Cet été, j’ai passé une matinée à chasser des crevettes et des gambas sur une plage isolée en Écosse. C’était le genre d’interaction rituelle avec la nature que les gens modernes apprécient depuis longtemps : en pataugeant dans les mares d’eau de mer au bord d’un océan tumultueux, j’avais l’impression de franchir les limites du monde humain, d’entrer dans un élément plus pur et plus sauvage. Et pourtant, alors que je m’asseyais pour tamiser et nettoyer les minuscules crustacés que j’avais rassemblés, je luttais pour réprimer une pensée troublante. Il est très probable que ces organismes contiennent des morceaux microscopiques de plastique.
Au cours des vingt dernières années, il est devenu de plus en plus clair que le plastique est partout. Bien que ce matériau soit largement résistant à la décomposition, il se dégrade et libère de petits fragments, connus sous le nom de microplastiques, qui varient en taille de millimètres à microns et nanomètres. Ceux-ci font désormais partie du tissu de notre monde physique. Ils sont arrivés jusque dans la neige fraîche de l’Antarctique, et s’accumulent dans les régions les plus profondes de l’océan. Ils sont présents dans toute la chaîne alimentaire marine, et dans le sol agricole. En Floride, le plastique représente plus de 1 % du poids corporel de certaines tortues de mer nouveau-nées.

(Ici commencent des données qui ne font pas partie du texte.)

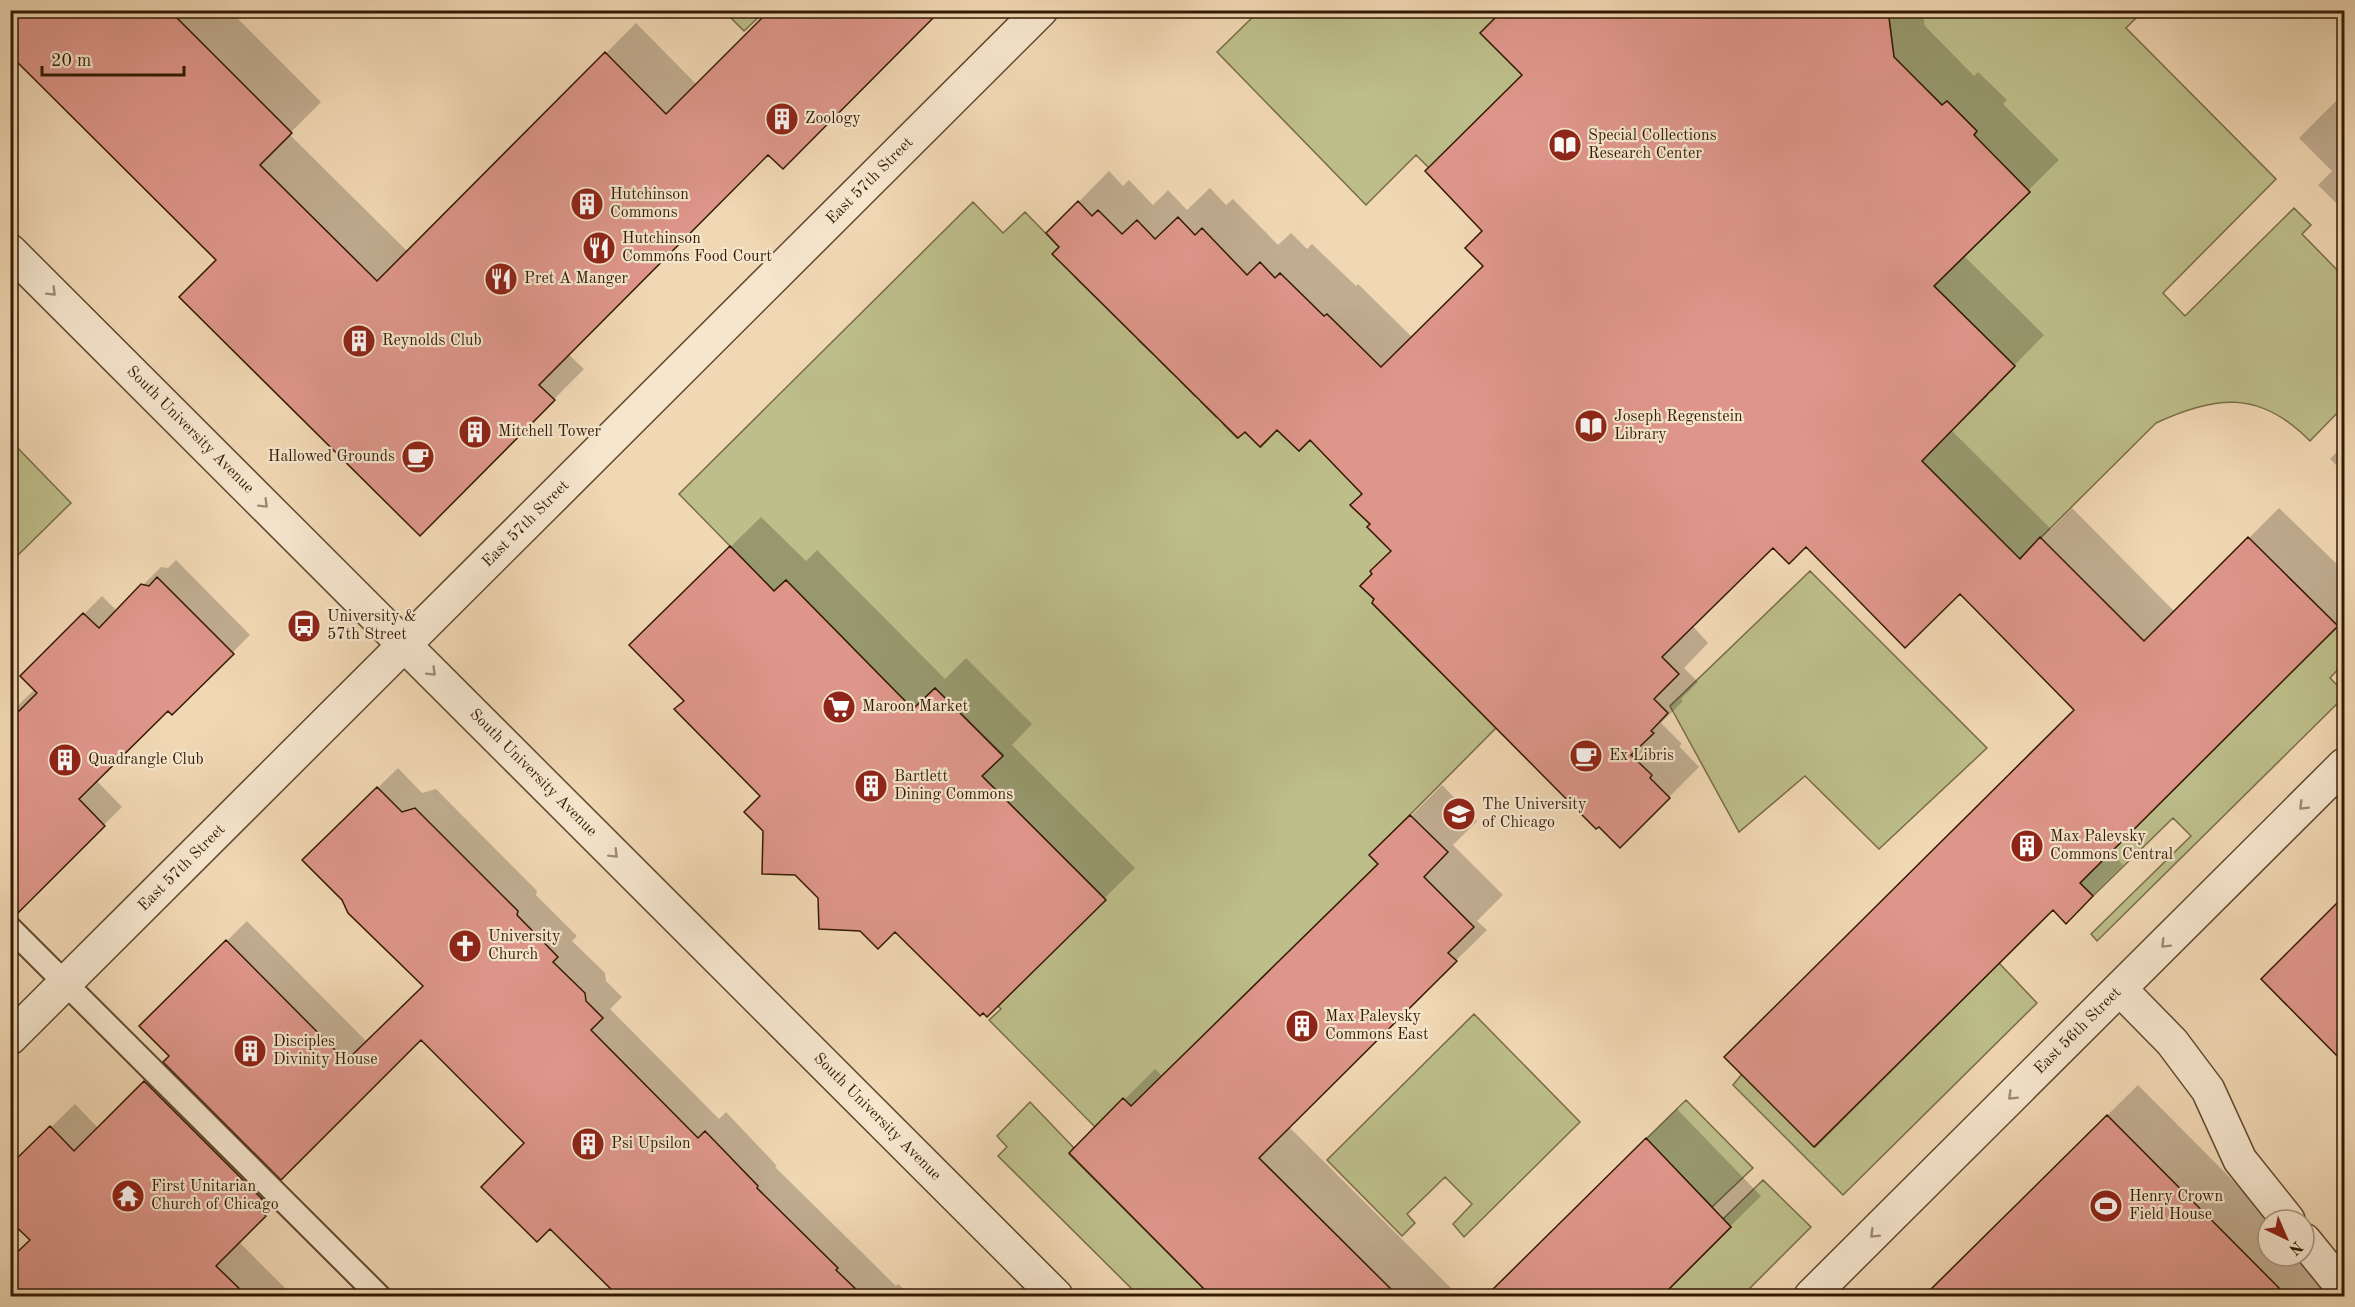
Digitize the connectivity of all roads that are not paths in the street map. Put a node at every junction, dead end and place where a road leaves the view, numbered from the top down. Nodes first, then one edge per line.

Les découvertes alléguées de microplastiques s’étendent également profondément dans nos propres corps, dans une liste morbide de noms : poumons, cœur, foie, intestins, sang, sperme, pénis, testicules, placenta, lait maternel. Plus récemment, leur présence a été rapportée dans le bulbe olfactif du cerveau. Et l’accumulation de plastique ne va faire que croître. Nous en produisons plus de 400 millions de tonnes métriques chaque année, et il est prévu que cela augmente de 70 % d’ici 2040. Les plastiques sont désormais utilisés dans une énorme gamme de produits — dans les vêtements et les tapis, la peinture et les tuyaux, les bâtiments et les routes, les sachets de thé et les filtres à cigarette. Une infime partie en est recyclée : moins de 5 % aux États-Unis, qui est de loin le plus grand consommateur de plastique par habitant. Quoi qu’il en soit, il serait plus précis de dire qu’il est recyclé à la baisse, puisque la plupart des plastiques jetés ne peuvent être reconstitués que sous des formes de qualité inférieure. Selon une estimation largement citée, l’équivalent d’un chargement de camion de déchets plastiques entre dans l’océan chaque minute.
S’il y en a une partie qui finit dans nos tissus corporels, la question, naturellement, est de savoir à quel point c’est nocif. La réponse est que nous ne sommes pas sûrs. Diverses pathologies causées par l’ingestion de plastique ont été observées chez des animaux sauvages, comme les cicatrices des tubes digestifs des oiseaux marins. Les débris plastiques peuvent également agir comme des vecteurs pour des produits chimiques toxiques et perturbateurs hormonaux tels que les phtalates et le bisphénol A, qui sont utilisés dans le processus de fabrication. Des études en laboratoire ont lié les microplastiques à une gamme d’effets aux noms peu engageants, mais l’étendue à laquelle ceux-ci se produisent à l’intérieur du corps reste encore floue. Les microplastiques pourraient aider à expliquer la baisse du nombre de spermatozoïdes, les maladies neurodégénératives et l’augmentation des cancers chez les jeunes — mais encore une fois, peut-être que ce n’est pas le cas.
Pour l’instant, donc, les microplastiques sont autant un phénomène culturel qu’un phénomène médical. Avec tant d’incertitudes entourant leurs effets, ils nous en disent plus sur les angoisses qui se cachent dans nos esprits que sur la santé de nos corps. En fait, ils nous révèlent quelque chose d’important sur notre relation avec le monde moderne lui-même.
Le plastique a des raisons de se vanter d’être l’une des grandes réalisations humaines du siècle dernier. En 1941, deux chimistes britanniques ont anticipé l’ère à venir de « l’Homme Plastique », qui vivrait dans un monde où « l’homme, tel un magicien, fabrique ce qu’il veut pour presque chaque besoin ». Dans les décennies suivantes, alors que les scientifiques apprenaient à disposer les atomes d’hydrogène et de carbone en longues chaînes de molécules, connues sous le nom de polymères, ils ont progressivement réalisé cette vision. Pour la première fois, les êtres humains pouvaient créer des matériaux avec des propriétés de leur choix, qu’ils soient fermes ou malléables, portables ou déchirables, imperméables, résistants à la chaleur ou même pare-balles.